SUPPLIED INFORMATION Start Marker

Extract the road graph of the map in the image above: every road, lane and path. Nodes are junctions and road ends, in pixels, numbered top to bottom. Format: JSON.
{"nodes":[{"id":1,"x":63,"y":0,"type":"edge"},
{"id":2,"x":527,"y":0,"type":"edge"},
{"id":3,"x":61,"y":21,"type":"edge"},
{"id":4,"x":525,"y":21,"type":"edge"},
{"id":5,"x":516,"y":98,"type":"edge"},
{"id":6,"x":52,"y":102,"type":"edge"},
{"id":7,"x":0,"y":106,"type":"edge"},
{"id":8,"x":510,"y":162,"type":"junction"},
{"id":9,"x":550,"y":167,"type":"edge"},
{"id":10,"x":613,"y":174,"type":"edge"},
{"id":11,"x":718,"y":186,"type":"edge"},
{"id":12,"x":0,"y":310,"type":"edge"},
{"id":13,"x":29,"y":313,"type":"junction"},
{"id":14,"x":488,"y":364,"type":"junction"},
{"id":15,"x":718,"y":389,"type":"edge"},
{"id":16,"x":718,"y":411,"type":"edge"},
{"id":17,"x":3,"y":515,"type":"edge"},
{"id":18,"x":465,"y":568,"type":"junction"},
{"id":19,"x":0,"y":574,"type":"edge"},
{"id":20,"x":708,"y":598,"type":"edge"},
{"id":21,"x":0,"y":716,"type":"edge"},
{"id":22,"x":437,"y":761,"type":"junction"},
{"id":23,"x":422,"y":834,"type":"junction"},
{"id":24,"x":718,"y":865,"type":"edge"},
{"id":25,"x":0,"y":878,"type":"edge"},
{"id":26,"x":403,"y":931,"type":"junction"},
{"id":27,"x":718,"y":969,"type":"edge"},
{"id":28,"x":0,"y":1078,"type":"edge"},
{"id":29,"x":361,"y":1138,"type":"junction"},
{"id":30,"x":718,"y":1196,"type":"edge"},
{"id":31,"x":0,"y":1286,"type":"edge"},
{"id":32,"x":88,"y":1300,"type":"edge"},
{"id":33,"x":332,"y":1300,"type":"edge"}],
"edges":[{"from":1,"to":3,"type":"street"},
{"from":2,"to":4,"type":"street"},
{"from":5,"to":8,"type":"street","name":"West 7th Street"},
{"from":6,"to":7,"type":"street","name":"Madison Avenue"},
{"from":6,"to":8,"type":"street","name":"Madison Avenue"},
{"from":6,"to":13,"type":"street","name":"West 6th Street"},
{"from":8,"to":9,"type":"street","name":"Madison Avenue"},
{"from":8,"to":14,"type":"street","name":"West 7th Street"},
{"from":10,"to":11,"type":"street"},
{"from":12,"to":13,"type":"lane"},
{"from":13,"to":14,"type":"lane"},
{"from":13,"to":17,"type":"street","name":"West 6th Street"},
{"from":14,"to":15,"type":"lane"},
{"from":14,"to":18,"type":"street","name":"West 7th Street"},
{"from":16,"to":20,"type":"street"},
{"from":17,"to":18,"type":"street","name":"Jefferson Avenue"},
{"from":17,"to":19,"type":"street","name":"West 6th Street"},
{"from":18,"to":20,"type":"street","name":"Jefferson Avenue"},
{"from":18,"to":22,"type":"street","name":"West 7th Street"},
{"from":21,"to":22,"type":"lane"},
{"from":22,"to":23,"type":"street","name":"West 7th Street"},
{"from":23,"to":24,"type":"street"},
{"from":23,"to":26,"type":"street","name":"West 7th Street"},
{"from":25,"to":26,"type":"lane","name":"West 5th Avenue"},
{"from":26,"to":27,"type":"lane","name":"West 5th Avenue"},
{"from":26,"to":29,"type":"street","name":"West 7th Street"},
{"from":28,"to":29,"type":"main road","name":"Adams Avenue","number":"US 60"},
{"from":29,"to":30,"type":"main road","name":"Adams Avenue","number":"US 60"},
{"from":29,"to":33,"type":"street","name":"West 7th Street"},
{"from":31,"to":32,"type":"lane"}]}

SUPPLIED INFORMATION End Marker

WHAT THIS TASK INVOLVES:
Select and copy every line of the listing with the word "road".

RESULT BELOW:
Extract the road graph of the map in the image above: every road, lane and path. Nodes are junctions and road ends, in pixels, numbered top to bottom. Format: JSON.
{"from":28,"to":29,"type":"main road","name":"Adams Avenue","number":"US 60"},
{"from":29,"to":30,"type":"main road","name":"Adams Avenue","number":"US 60"},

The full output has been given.